SETTING: This was an observational study of men residing in greater Boston, MA. PARTICIPANTS: A total of 624 subjects aged 50-86 yr were retained. MAIN OUTCOME MEASURES: The frailty phenotype was measured at T3. Components included weight loss, exhaustion, low physical activity, weakness, and slowness. Subjects exhibiting two of these five components were considered to be in an intermediate state, and those exhibiting three or more were considered frail.
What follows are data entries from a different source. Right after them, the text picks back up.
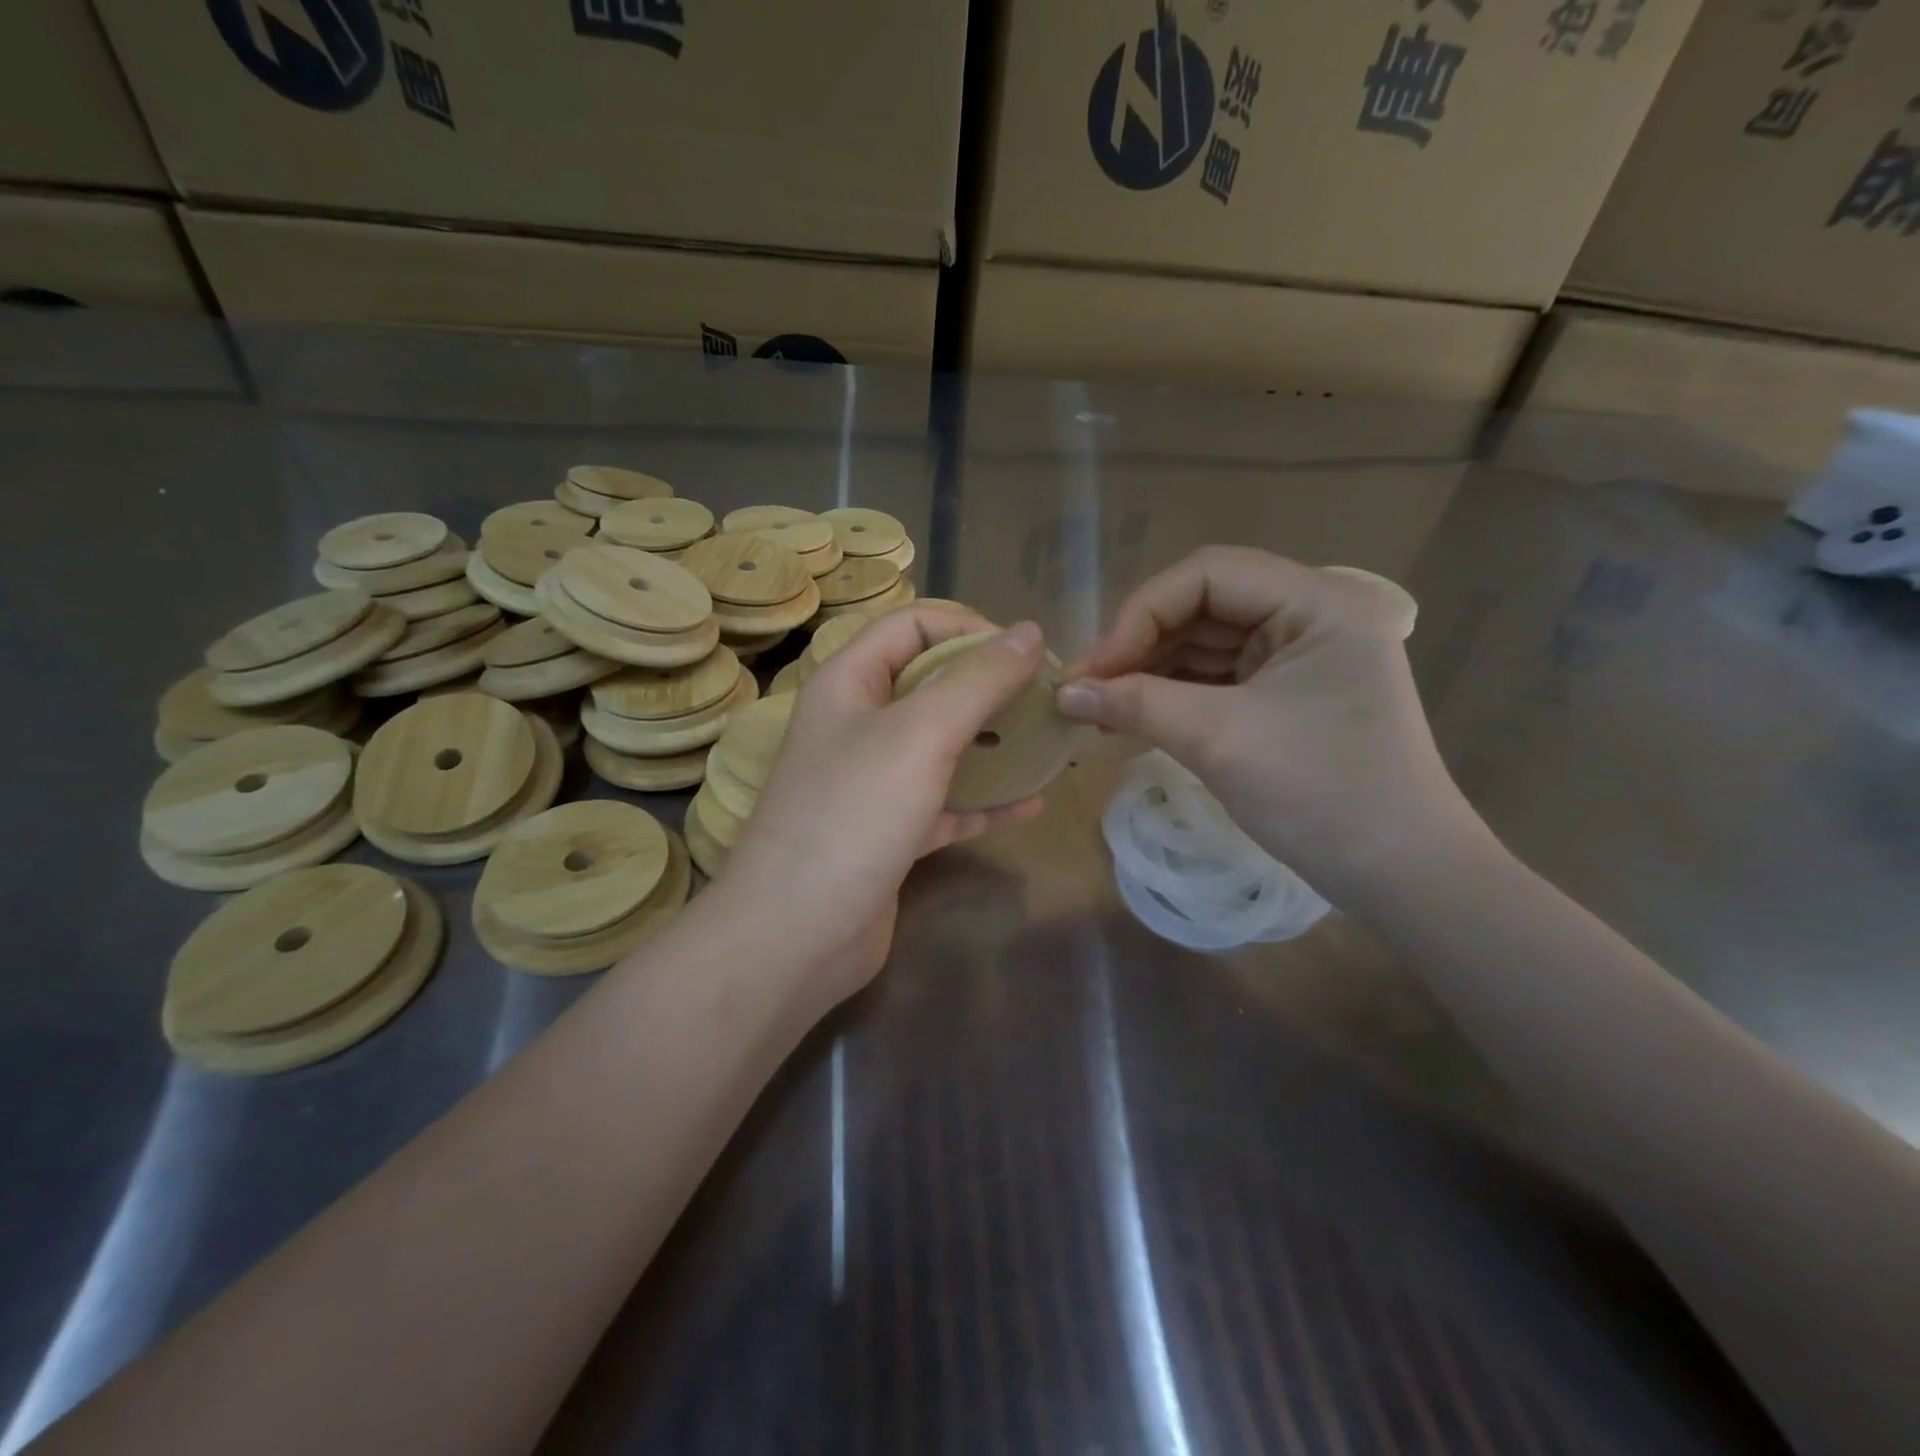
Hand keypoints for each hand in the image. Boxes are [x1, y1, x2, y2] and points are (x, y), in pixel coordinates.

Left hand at [714, 609, 1046, 1007]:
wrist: (796, 935)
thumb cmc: (854, 815)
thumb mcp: (921, 734)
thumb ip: (977, 680)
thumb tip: (1030, 632)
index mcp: (848, 683)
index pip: (912, 625)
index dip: (968, 627)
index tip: (1024, 655)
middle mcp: (856, 725)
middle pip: (929, 684)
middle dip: (988, 688)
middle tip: (1045, 700)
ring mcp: (871, 781)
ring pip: (940, 746)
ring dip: (992, 744)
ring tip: (1047, 746)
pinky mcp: (887, 831)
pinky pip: (943, 803)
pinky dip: (983, 802)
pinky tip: (1029, 804)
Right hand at [1055, 546, 1479, 896]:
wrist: (1399, 876)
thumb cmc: (1320, 795)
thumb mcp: (1219, 739)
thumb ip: (1136, 703)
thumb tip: (1062, 692)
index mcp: (1318, 601)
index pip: (1207, 575)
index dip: (1140, 614)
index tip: (1093, 670)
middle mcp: (1312, 614)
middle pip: (1203, 606)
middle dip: (1139, 646)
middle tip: (1084, 690)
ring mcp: (1301, 654)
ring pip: (1205, 643)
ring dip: (1149, 671)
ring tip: (1097, 707)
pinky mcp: (1288, 692)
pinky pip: (1218, 677)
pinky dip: (1173, 694)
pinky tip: (1131, 716)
RESULTS: (CAG)n was positively associated with TT and FT. Multivariable regression analyses revealed no influence of CAG on longitudinal within-subject changes in hormone levels or cross-sectional (T3) associations between hormone concentrations and the prevalence of intermediate frailty or frailty. Models incorporating subjects' history of hormone decline produced similar negative results.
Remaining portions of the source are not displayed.